I am not sure if you’ve followed the stock market this year, but it has been a wild ride. In January and early February, we were approaching record highs in the major indexes. Then COVID-19 happened, and everything plummeted in March and April before an incredible recovery since the middle of 2020 (with some minor corrections along the way).

I have a huge interest in technology trends, startups, IPOs, and the like – and during the last six months, growth stocks in the technology sector have gone gangbusters. Specifically, cloud services, electric vehicle (and battery) companies, edge computing, solar, cybersecurity, and WFH (work from home) stocks have doubled, tripled, and even quintupled in the last eight months. Playing the market in these volatile conditions is not for the faint of heart, and many would admit it’s as addictive as gambling. But when FOMO is running high and everyone seems to be making money hand over fist, it’s hard to stay on the sidelines.

Playing the market in these volatile conditions is not for the faint of heart, and many would admit it’s as addictive as gambling. But when FOMO is running high and everyone seems to be making money hand over fist, it’s hard to stay on the sidelines.

At some point during this explosive growth, I felt strongly and repeatedly that I needed to take a break from following the stock market. While I hadn’t done anything wrong or stupid, I was feeling so much FOMO every day and like I was losing stability in my thinking and my emotions. And I felt like it was changing me, and not for the better. Heck, while running on the treadmill I was choosing to watch CNBC (where during the day they constantly discuss the stock market) instead of ESPN (you all know how much I love sports!) Who was I becoming???

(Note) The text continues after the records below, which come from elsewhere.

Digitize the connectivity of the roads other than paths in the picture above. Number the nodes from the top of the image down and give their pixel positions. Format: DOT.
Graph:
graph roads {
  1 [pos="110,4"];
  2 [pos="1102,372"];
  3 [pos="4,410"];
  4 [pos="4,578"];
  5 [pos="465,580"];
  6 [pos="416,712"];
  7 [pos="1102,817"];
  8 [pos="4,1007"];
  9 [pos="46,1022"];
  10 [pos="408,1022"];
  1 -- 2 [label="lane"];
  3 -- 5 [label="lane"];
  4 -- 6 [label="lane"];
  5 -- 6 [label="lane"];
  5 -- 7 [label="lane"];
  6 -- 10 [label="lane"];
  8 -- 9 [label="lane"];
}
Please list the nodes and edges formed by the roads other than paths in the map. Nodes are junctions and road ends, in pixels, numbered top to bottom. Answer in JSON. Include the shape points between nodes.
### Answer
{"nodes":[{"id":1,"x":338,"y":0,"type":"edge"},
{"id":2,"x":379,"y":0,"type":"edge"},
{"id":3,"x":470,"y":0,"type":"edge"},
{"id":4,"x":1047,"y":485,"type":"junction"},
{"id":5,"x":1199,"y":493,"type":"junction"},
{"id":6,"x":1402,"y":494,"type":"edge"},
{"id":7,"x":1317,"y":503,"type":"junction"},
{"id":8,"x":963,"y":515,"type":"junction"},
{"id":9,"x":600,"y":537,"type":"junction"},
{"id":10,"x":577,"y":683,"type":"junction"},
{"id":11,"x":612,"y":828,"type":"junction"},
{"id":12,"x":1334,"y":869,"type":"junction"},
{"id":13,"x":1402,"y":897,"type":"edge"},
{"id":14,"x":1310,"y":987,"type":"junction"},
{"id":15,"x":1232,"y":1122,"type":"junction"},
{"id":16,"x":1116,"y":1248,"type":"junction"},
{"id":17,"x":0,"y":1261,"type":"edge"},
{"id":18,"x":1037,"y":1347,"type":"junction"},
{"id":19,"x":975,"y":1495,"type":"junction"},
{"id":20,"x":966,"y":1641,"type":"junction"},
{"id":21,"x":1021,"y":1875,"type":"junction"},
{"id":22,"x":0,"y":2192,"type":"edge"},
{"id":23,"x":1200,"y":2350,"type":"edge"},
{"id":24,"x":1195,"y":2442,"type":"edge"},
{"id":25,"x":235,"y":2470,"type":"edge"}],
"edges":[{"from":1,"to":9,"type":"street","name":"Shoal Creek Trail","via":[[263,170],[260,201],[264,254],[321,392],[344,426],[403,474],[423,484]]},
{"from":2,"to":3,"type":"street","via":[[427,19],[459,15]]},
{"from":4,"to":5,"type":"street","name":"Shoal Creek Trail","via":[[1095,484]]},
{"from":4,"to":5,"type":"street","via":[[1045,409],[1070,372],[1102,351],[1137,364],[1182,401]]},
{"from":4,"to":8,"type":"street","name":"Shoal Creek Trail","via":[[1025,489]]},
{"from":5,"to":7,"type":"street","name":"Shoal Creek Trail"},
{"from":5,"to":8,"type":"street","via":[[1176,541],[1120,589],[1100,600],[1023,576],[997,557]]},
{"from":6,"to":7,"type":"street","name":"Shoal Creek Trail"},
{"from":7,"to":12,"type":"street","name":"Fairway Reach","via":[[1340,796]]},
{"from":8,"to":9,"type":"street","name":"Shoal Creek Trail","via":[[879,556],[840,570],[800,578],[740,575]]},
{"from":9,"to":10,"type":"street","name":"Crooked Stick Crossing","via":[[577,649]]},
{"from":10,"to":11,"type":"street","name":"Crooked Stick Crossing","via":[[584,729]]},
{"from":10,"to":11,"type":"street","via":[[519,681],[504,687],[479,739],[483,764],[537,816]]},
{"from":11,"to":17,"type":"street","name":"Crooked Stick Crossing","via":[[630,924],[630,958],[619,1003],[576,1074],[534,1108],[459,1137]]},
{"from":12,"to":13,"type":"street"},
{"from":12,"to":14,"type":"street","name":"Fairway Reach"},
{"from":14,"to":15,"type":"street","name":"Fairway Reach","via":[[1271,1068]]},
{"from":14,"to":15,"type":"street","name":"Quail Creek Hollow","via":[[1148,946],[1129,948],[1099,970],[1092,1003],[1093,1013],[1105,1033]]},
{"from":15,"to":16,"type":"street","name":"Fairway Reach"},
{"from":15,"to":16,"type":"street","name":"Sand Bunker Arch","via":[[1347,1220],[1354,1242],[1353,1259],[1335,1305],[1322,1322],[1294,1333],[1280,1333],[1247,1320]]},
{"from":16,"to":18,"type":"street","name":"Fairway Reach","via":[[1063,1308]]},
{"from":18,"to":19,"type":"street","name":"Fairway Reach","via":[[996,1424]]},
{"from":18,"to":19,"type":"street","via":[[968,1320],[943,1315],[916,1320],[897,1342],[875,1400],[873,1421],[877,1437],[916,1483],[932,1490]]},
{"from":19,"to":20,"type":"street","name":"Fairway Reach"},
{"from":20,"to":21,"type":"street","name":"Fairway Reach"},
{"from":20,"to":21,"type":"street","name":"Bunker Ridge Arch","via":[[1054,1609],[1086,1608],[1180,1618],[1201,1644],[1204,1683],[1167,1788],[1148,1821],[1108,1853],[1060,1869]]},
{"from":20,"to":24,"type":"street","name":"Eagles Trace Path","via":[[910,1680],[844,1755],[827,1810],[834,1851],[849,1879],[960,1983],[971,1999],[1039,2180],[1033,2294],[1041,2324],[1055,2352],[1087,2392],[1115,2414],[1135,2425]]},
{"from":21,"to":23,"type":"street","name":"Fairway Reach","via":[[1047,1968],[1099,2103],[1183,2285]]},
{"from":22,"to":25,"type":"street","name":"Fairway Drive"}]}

For a while, I didn’t listen to God’s promptings, and stayed continually updated on new developments across different growth stocks, the potential for gains, the likelihood for drops, and all of the pundit pontifications as to what the future held.  But I was spending time with Him early one morning before the kids woke up, and I felt Him gently but clearly say: “Delete the Stocks app from your phone, and do it now.” And I knew I couldn’t put it off any longer if I wanted to stay in close relationship with Him, if I wanted His continued guidance and wisdom and involvement in my life.

You know how many of us take a break from the stress and responsibility of life by looking at our phones? Perhaps a quick Instagram or TikTok scroll, or perhaps whatever people are talking about on Twitter? Well, I used my Stocks app in the same way. I was checking it all of the time, just to make sure I didn’t miss anything. Because if I did miss something, I may not be able to BTD (buy the dip – or purchase a security at a low point) or STR (sell the rips – when a stock is raging higher). To be honest, it didn’t feel right, because I knew I didn’t want to spend my life watching stock tickers trying to “time the market.” But I didn’t really have any “skin in the game” so I rationalized it as a harmless distraction.

I realized, though, that it was a distraction no matter what. After deleting my Stocks app I had an immediate peace. Within a day, I was no longer emotionally tethered to the ebbs and flows the (stock) news. I was able to be much more present with my family and other responsibilities, and that felt nice and right and honoring to everything else in my life. Oh, and my weekly screentime report from Apple iOS plummeted! Plus, if any stock-related topic came up in conversation with my friends or neighbors, it gave me an opportunity to tell them I had deleted my Stocks app and was taking a long break because I found myself too caught up in the frenzy, always looking for an edge. I would like to think that spoke to them in some way.

The best outcome of this decision was really remembering that God is my source. I have always kept in the back of my mind the reminder from Deuteronomy, which states:

“But remember the Lord your God, for it is He who gives you the ability to produce wealth.”

And my clearer head also allowed me to remember the verse from Psalms which states that “unless the Lord builds the house, the builders labor in vain.”

I have found these promises so true not only in my life, but in the lives around me. I’m pretty sure I was not created to spend hours and hours each week obsessing over the daily changes in the price of stocks, worrying about when the right time is to buy or sell, and feeling anxious that this actually matters for my future and my family’s well-being. God will take care of me and can do exceedingly and abundantly above all that I ask or imagine. This may or may not look like a quintupled return on an investment in six months, but if He wanted to do that in some way, shape, or form, He could do that. I already know He has saved me and my family from spending the equivalent of those gains on medical costs simply by protecting us and keeping us safe over the years. So there’s that, which is pretty dang awesome!

I’m pretty sure I was not created to spend hours and hours each week obsessing over the daily changes in the price of stocks, worrying about when the right time is to buy or sell, and feeling anxious that this actually matters for my future and my family’s well-being.

I don’t know who needs to hear this, but we’re not meant to be rushing ahead of God nor making (any) decisions because of FOMO. At some point, I’m going to re-install my Stocks app, have conversations again about the companies I think are cool and promising, and make some trades. I feel like I’ve regained control over my perspective, values, and priorities of where I want to spend my time and emotional energy, but am still going to wait a bit until I get the green light from Him. And if I start losing control again, I will be quick to pull out. God is my source, not my fretful efforts to find an edge. I do not want that life, because it is void of faith and trust in Him.